Search the data below, and report every line in which "dead" occurs.

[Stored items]
------------------------------------------------------------
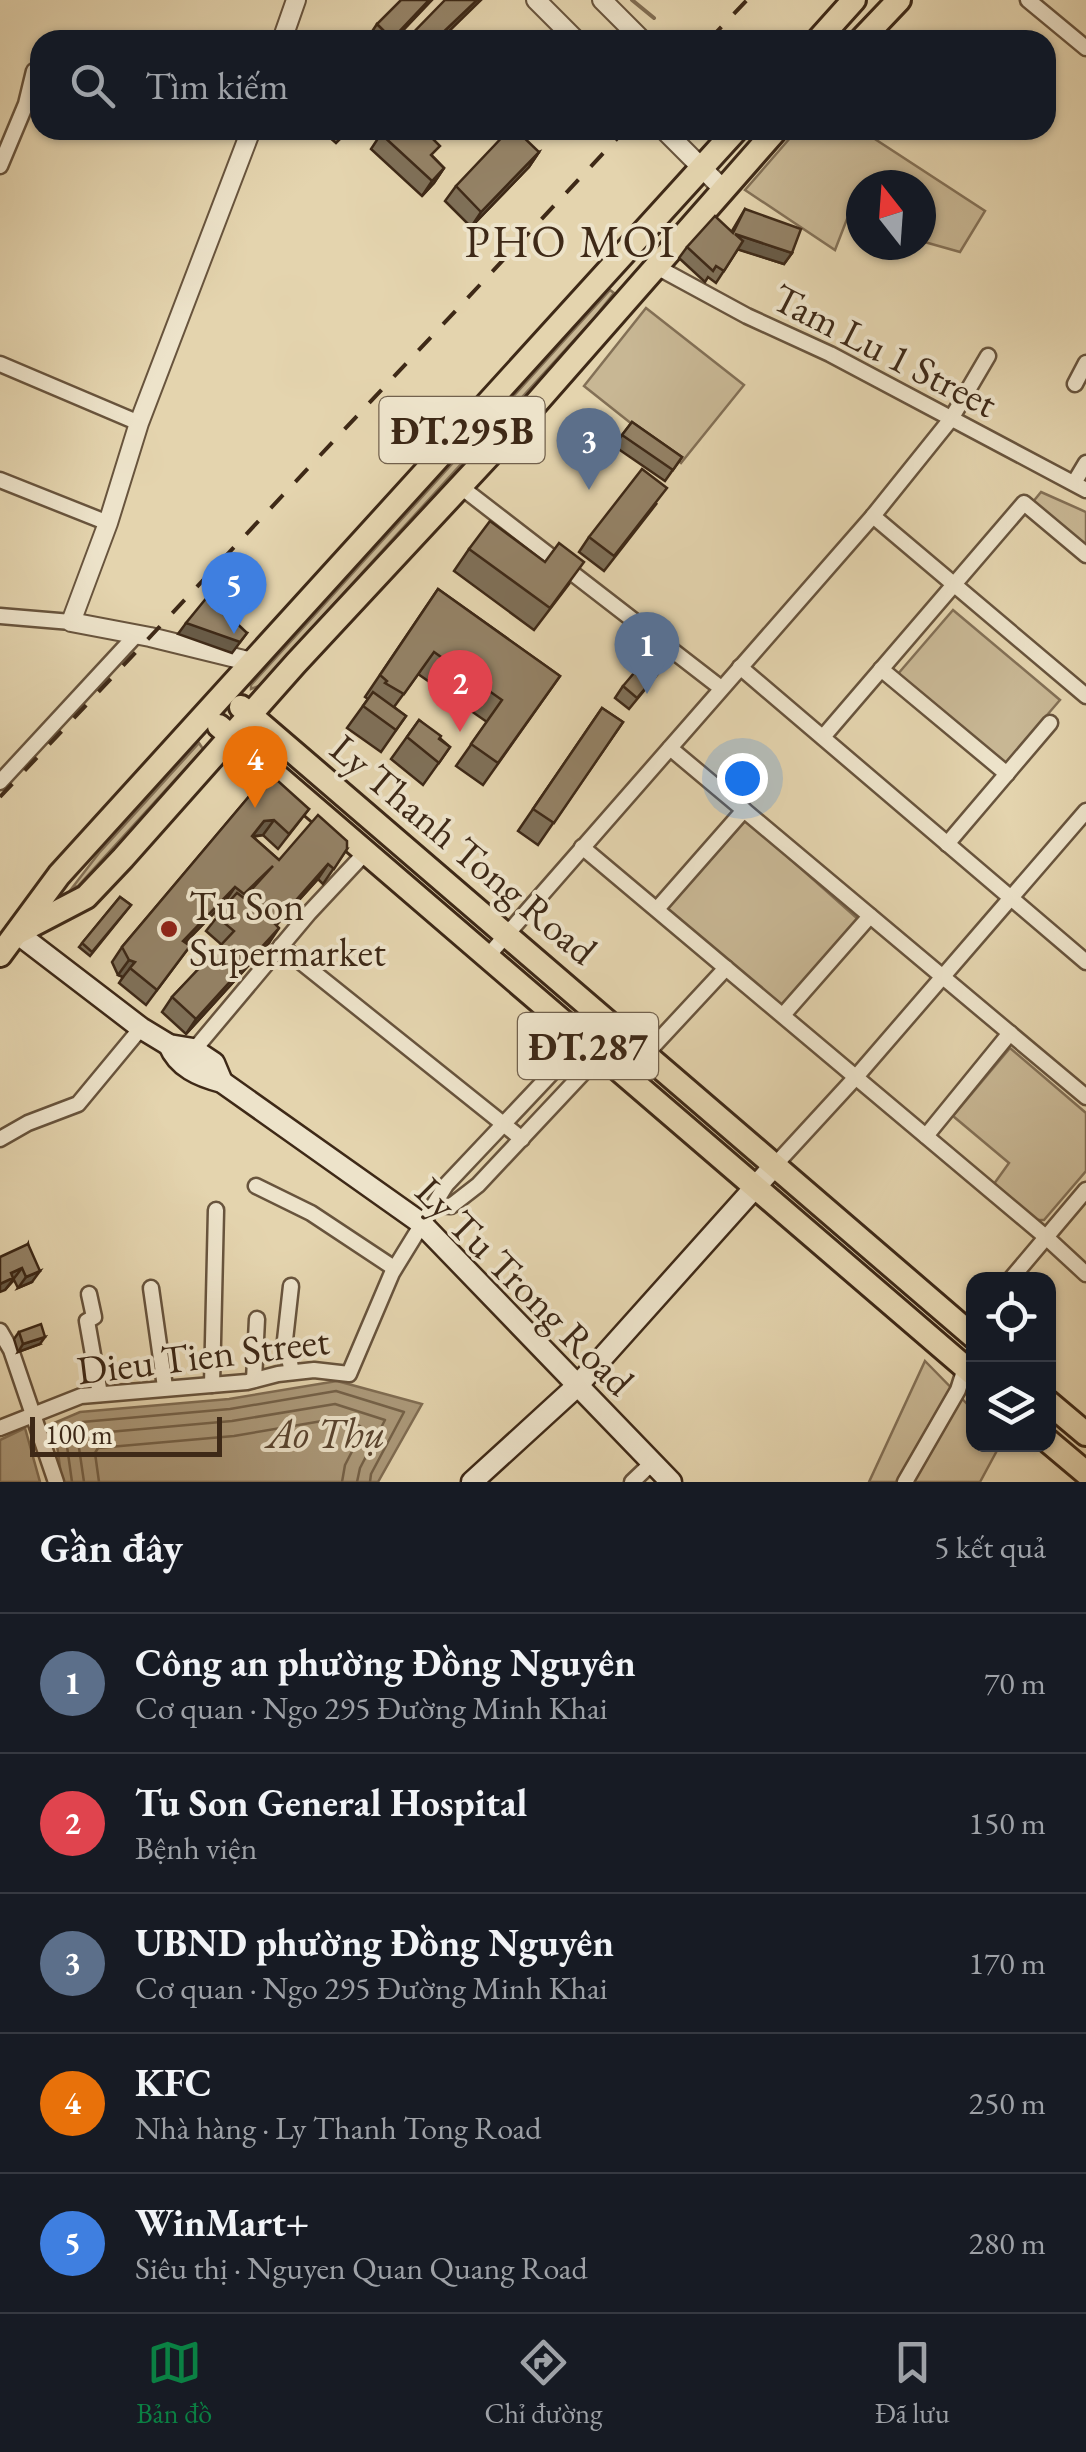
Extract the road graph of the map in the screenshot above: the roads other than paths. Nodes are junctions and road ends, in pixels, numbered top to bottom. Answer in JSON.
{"nodes":[{"id":1,"x":296,"y":0,"type":"edge"},
{"id":2,"x":536,"y":0,"type":"edge"},
{"id":3,"x":602,"y":0,"type":"edge"},
{"id":4,"x":854,"y":0,"type":"edge"},
{"id":5,"x":899,"y":0,"type":"edge"},
{"id":6,"x":1034,"y":2,"type":"edge"},
{"id":7,"x":286,"y":30,"type":"edge"},
{"id":8,"x":566,"y":30,"type":"edge"},
{"id":9,"x":632,"y":30,"type":"edge"},
{"id":10,"x":827,"y":30,"type":"edge"},
{"id":11,"x":870,"y":30,"type":"edge"},
{"id":12,"x":1086,"y":48,"type":"edge"},
{"id":13,"x":30,"y":88,"type":"edge"},
{"id":14,"x":246,"y":140,"type":"edge"},
{"id":15,"x":674,"y":140,"type":"edge"},
{"id":16,"x":727,"y":140,"type":"edge"},
{"id":17,"x":767,"y":140,"type":"edge"},
{"id":18,"x":0,"y":166,"type":"edge"},
{"id":19,"x":701,"y":168,"type":"junction"},
{"id":20,"x":722,"y":188,"type":"junction"},
{"id":21,"x":655,"y":266,"type":"junction"},
{"id":22,"x":988,"y":356,"type":"dead end"},
{"id":23,"x":0,"y":364,"type":"edge"},
{"id":24,"x":951,"y":419,"type":"junction"},
{"id":25,"x":139,"y":423,"type":"junction"},
{"id":26,"x":1086,"y":463,"type":"edge"},
{"id":27,"x":0,"y":480,"type":"edge"},
{"id":28,"x":460,"y":486,"type":"junction"},
{"id":29,"x":1080,"y":487,"type":"edge"},
{"id":30,"x":873,"y":516,"type":"junction"},
{"id":31,"x":108,"y":523,"type":"junction"},
{"id":32,"x":1086,"y":555,"type":"edge"},
{"id":33,"x":953,"y":584,"type":"junction"},
{"id":34,"x":0,"y":616,"type":"edge"},
{"id":35,"x":70,"y":622,"type":"junction"},
{"id":36,"x":137,"y":634,"type":"junction"},
{"id":37,"x":252,"y":662,"type":"junction"},
{"id":38,"x":740,"y":667,"type":"junction"},
{"id":39,"x":881,"y":669,"type":"junction"},
{"id":40,"x":721,"y":688,"type":"junction"},
{"id":41,"x":225,"y":692,"type":"junction"},
{"id":42,"x":1086,"y":696,"type":"edge"},
{"id":43,"x":205,"y":714,"type":"junction"},
{"id":44,"x":249,"y":715,"type":"junction"},
{"id":45,"x":1050,"y":723,"type":"dead end"},
{"id":46,"x":231,"y":736,"type":"junction"},
{"id":47,"x":822,"y":737,"type":"junction"},
{"id":48,"x":670,"y":748,"type":"junction"},
{"id":49,"x":1007,"y":774,"type":"junction"},
{"id":50,"x":0,"y":782,"type":"edge"},
{"id":51,"x":744,"y":810,"type":"junction"},
{"id":52,"x":1086,"y":811,"type":"edge"},
{"id":53,"x":385,"y":832,"type":"junction"},
{"id":54,"x":948,"y":844,"type":"junction"},
{"id":55,"x":582,"y":847,"type":"junction"},
{"id":56,"x":366,"y":852,"type":"junction"},
{"id":57,"x":1010,"y":897,"type":"junction"},
{"id":58,"x":656,"y":910,"type":"junction"},
{"id":59,"x":870,"y":916,"type":"junction"},
{"id":60,"x":17,"y":934,"type":"junction"},
{"id":61,"x":506,"y":934,"type":"junction"},
{"id":62,"x":281,"y":946,"type":"junction"},
{"id":63,"x":0,"y":955,"type":"edge"},
{"id":64,"x":487,"y":957,"type":"junction"},
{"id":65,"x":1086,"y":962,"type":"edge"},
{"id":66,"x":726,"y":968,"type":"junction"},
{"id":67,"x":941,"y":976,"type":"junction"},
{"id":68,"x":782,"y":1016,"type":"junction"},
{"id":69,"x":141,"y":1028,"type":"junction"},
{"id":70,"x":1010,"y":1033,"type":"junction"},
{"id":71,"x":170,"y":1045,"type":"junction"},
{"id":72,"x":591,"y":1049,"type":"junction"},
{"id":73,"x":194,"y":1050,"type":"junction"},
{"id":74,"x":646,"y":1054,"type":"junction"},
{"id":75,"x":856,"y":1077,"type":"junction"},
{"id":76,"x":222,"y":1082,"type":"junction"},
{"id":77,"x":1086,"y":1097,"type":"edge"},
{"id":78,"x":506,"y":1125,"type":"junction"},
{"id":79,"x":926,"y":1136,"type":"junction"},
{"id":80,"x":0,"y":1140,"type":"edge"},
{"id":81,"x":522,"y":1140,"type":"junction"},
{"id":82,"x":775,"y":1164,"type":"junction"},
{"id":83,"x":256,"y":1186,"type":"dead end"},
{"id":84,"x":756,"y":1186,"type":"junction"},
{"id":85,"x":1086,"y":1190,"type":"edge"},
{"id":86,"x":436,"y":1205,"type":"junction"},
{"id":87,"x":216,"y":1210,"type":"dead end"},
{"id":88,"x":421,"y":1223,"type":"junction"},
{"id":89,"x":1046,"y":1238,"type":"junction"},
{"id":90,"x":394,"y":1268,"type":"junction"},
{"id":91,"x":1017,"y":1272,"type":"edge"},
{"id":92,"x":1086,"y":1274,"type":"edge"},
{"id":93,"x":291,"y":1286,"type":"dead end"},
{"id":94,"x":151,"y":1288,"type":"dead end"},
{"id":95,"x":88,"y":1294,"type":"dead end"},
{"id":96,"x":257,"y":1319,"type":"dead end"},
{"id":97,"x":966,"y":1326,"type":"edge"},
{"id":98,"x":0,"y":1330,"type":"edge"},
{"id":99,"x":966,"y":1369,"type":"edge"},
{"id":100,"x":292,"y":1372,"type":"junction"},
{"id":101,"x":966,"y":1377,"type":"edge"},
{"id":102,"x":254,"y":1380,"type":"junction"},
{"id":103,"x":212,"y":1384,"type":"junction"},
{"id":104,"x":577,"y":1386,"type":"junction"},
{"id":105,"x":165,"y":1388,"type":"junction"},
{"id":106,"x":100,"y":1394,"type":"junction"},
{"id":107,"x":1056,"y":1409,"type":"edge"},
{"id":108,"x":34,"y":1414,"type":"junction"},
{"id":109,"x":0,"y":1428,"type":"edge"},
{"id":110,"x":1086,"y":1434,"type":"edge"},
{"id":111,"x":1056,"y":1447,"type":"edge"},
{"id":112,"x":652,"y":1462,"type":"junction"},
{"id":113,"x":1086,"y":1473,"type":"edge"},
{"id":114,"x":56,"y":1482,"type":"edge"},
{"id":115,"x":472,"y":1482,"type":"edge"},
{"id":116,"x":632,"y":1482,"type":"edge"},
{"id":117,"x":671,"y":1482,"type":"edge"},
{"id":118,"x":905,"y":1482,"type":"edge"}],
"edges":[{"from":1,"to":7,"type":"street"},
{"from":2,"to":8,"type":"street"},
{"from":3,"to":9,"type":"street"},
{"from":4,"to":10,"type":"main road"},
{"from":5,"to":11,"type":"main road"},
{"from":6,"to":12,"type":"street"},
{"from":13,"to":18,"type":"street"},
{"from":14,"to":25,"type":"street"},
{"from":15,"to":19,"type":"street"},
{"from":16,"to":19,"type":"main road","number":"ĐT.295B"},
{"from":17,"to":20,"type":"main road","number":"ĐT.295B"},
{"from":19,"to":20,"type":"street"},
{"from":19,"to":37,"type":"main road","number":"ĐT.295B"},
{"from":20,"to":21,"type":"main road","number":"ĐT.295B"},
{"from":21,"to":24,"type":"street","name":"Tam Lu 1 Street"},
{"from":21,"to":28,"type":"main road","number":"ĐT.295B"},
{"from":22,"to":24,"type":"street"},
{"from":23,"to":25,"type":"street"},
{"from":24,"to":29,"type":"street","name":"Tam Lu 1 Street"},
{"from":24,"to":30,"type":"street"},
{"from":25,"to":31,"type":"street"},
{"from":26,"to":29,"type":"street"},
{"from":27,"to":31,"type":"street"},
{"from":28,"to":40,"type":"street"},
{"from":28,"to":44,"type":"main road","number":"ĐT.295B"},
{"from":30,"to":33,"type":"street"},
{"from":30,"to":38,"type":"street"},
{"from":31,"to":35,"type":"street"},
{"from":32,"to":33,"type":"street"},
{"from":33,"to":39,"type":"street"},
{"from":33,"to":42,"type":"street"},
{"from":34,"to":35,"type":"street"},
{"from":35,"to":36,"type":"street"},
{"from":36,"to":37,"type":"street"},
{"from":36,"to":50,"type":"street"},
{"from":37,"to":41,"type":"main road","number":"ĐT.295B"},
{"from":38,"to":40,"type":"street"},
{"from":38,"to":47,"type":"street"},
{"from":39,"to":47,"type":"street"},
{"from":39,"to":49,"type":"street"},
{"from":40,"to":48,"type":"street"},
{"from":41,"to":43,"type":"main road","number":"ĐT.295B"},
{"from":41,"to":44,"type":"main road","name":"Ly Thanh Tong Road"},
{"from":43,"to":46,"type":"main road","name":"Ly Thanh Tong Road","number":"ĐT.287"},
{"from":43,"to":60,"type":"main road","number":"ĐT.295B"},
{"from":44,"to":46,"type":"main road","number":"ĐT.295B"},
{"from":44,"to":53,"type":"main road","name":"Ly Thanh Tong Road","number":"ĐT.287"},
{"from":45,"to":49,"type":"street"},
{"from":46,"to":56,"type":"main road","name":"Ly Thanh Tong Road","number":"ĐT.287"},
{"from":46,"to":60,"type":"main road","number":"ĐT.295B"},
{"from":47,"to":54,"type":"street"},
{"from":48,"to":51,"type":"street"},
{"from":48,"to":55,"type":"street"},
{"from":49,"to":54,"type":"street"},
{"from":51,"to":58,"type":"street"},
{"from":51,"to":59,"type":"street"},
{"from":52,"to":57,"type":"street"},
{"from":53,"to":56,"type":"main road"},
{"from":53,"to":61,"type":"main road","name":"Ly Thanh Tong Road","number":"ĐT.287"},
{"from":54,"to":57,"type":"street"},
{"from":55,"to":58,"type":"street"},
{"from":55,"to":61,"type":"street"},
{"from":56,"to":62,"type":"street"},
{"from":56,"to":64,"type":"main road","name":"Ly Thanh Tong Road","number":"ĐT.287"},
{"from":57,"to":65,"type":"street"},
{"from":57,"to":67,"type":"street"},
{"from":58,"to":66,"type":"street"},
{"from":59,"to":67,"type":"street"},
{"from":59,"to":68,"type":"street"},
{"from":60,"to":63,"type":"main road","number":"ĐT.295B"},
{"from":60,"to":69,"type":"main road","name":"Ly Tu Trong Road"},
{"from":61,"to":64,"type":"street"},
{"from":61,"to":74,"type":"main road","name":"Ly Thanh Tong Road","number":"ĐT.287"},
{"from":62,"to":73,"type":"street"},
{"from":62,"to":78,"type":"street"},
{"from":64,"to":72,"type":"main road","name":"Ly Thanh Tong Road","number":"ĐT.287"},
{"from":66,"to":68,"type":"street"},
{"from":66,"to":74,"type":"street"},
{"from":67,"to":70,"type":"street"},
{"from":67,"to":75,"type":"street"},
{"from":68,"to":75,"type":"street"},
{"from":69,"to":71,"type":"main road","name":"Ly Tu Trong Road"},
{"from":69,"to":80,"type":"street"},
{"from":70,"to":77,"type":"street"},
{"from":70,"to":79,"type":"street"},
{"from":71,"to":73,"type":"main road","name":"Ly Tu Trong Road"},
{"from":71,"to":76,"type":"main road","name":"Ly Tu Trong Road"},
{"from":72,"to":78,"type":"street","name":"Dieu Tien Street"},
{"from":72,"to":81,"type":"street","name":"Dieu Tien Street"},
{"from":72,"to":84,"type":"main road","name":"Ly Thanh Tong Road","number":"ĐT.287"},
{"from":73,"to":76,"type":"main road","name":"Ly Tu Trong Road"},
{"from":74,"to":82,"type":"main road","name":"Ly Thanh Tong Road","number":"ĐT.287"},
{"from":75,"to":79,"type":"street"},
{"from":75,"to":82,"type":"street"},
{"from":76,"to":88,"type":"main road","name":"Ly Tu Trong Road"},
{"from":78,"to":81,"type":"street"},
{"from":78,"to":86,"type":"street","name":"Dieu Tien Street"},
{"from":79,"to":89,"type":"street"},
{"from":81,"to":86,"type":"street","name":"Dieu Tien Street"},
{"from":82,"to":84,"type":"main road"},
{"from":82,"to":97,"type":"main road","name":"Ly Thanh Tong Road","number":"ĐT.287"},
{"from":83,"to":90,"type":"street"},
{"from":84,"to":99,"type":"main road","name":"Ly Thanh Tong Road","number":"ĐT.287"},
{"from":84,"to":104,"type":"main road"},
{"from":85,"to":89,"type":"street"},
{"from":86,"to":88,"type":"street","name":"Dieu Tien Street"},
{"from":87,"to":103,"type":"street"},
{"from":88,"to":90,"type":"street","name":"Dieu Tien Street"},
{"from":88,"to":104,"type":"main road","name":"Ly Tu Trong Road"},
{"from":89,"to":91,"type":"street"},
{"from":89,"to":92,"type":"street"},
{"from":90,"to":100,"type":"street","name":"Dieu Tien Street"},
{"from":93,"to":100,"type":"street"},
{"from":94,"to":105,"type":"street"},
{"from":95,"to":106,"type":"street"},
{"from":96,"to":102,"type":"street"},
{"from":98,"to":108,"type":"street"},
{"from":100,"to":102,"type":"street","name":"Dieu Tien Street"},
{"from":101,"to":118,"type":"street"},
{"from":102,"to":103,"type":"street","name":"Dieu Tien Street"},
{"from":103,"to":105,"type":"street","name":"Dieu Tien Street"},
{"from":104,"to":112,"type":"main road","name":"Ly Tu Trong Road"},
{"from":104,"to":115,"type":"main road"},
{"from":105,"to":106,"type":"street","name":"Dieu Tien Street"},
{"from":106,"to":108,"type":"street","name":"Dieu Tien Street"},
{"from":107,"to":110,"type":"main road"},
{"from":108,"to":109,"type":"street","name":"Dieu Tien Street"},
{"from":108,"to":114,"type":"street"},
{"from":111,"to":113,"type":"main road"},
{"from":112,"to":116,"type":"street"},
{"from":112,"to":117,"type":"main road","name":"Ly Tu Trong Road"}]}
------------------------------------------------------------
Solved exercise:
{"id":22,"x":988,"y":356,"type":"dead end"},
{"id":45,"x":1050,"y":723,"type":"dead end"},
{"id":83,"x":256,"y":1186,"type":"dead end"},
{"id":87,"x":216,"y":1210,"type":"dead end"},
{"id":93,"x":291,"y":1286,"type":"dead end"},
{"id":94,"x":151,"y":1288,"type":"dead end"},
{"id":95,"x":88,"y":1294,"type":"dead end"},
{"id":96,"x":257,"y":1319,"type":"dead end"},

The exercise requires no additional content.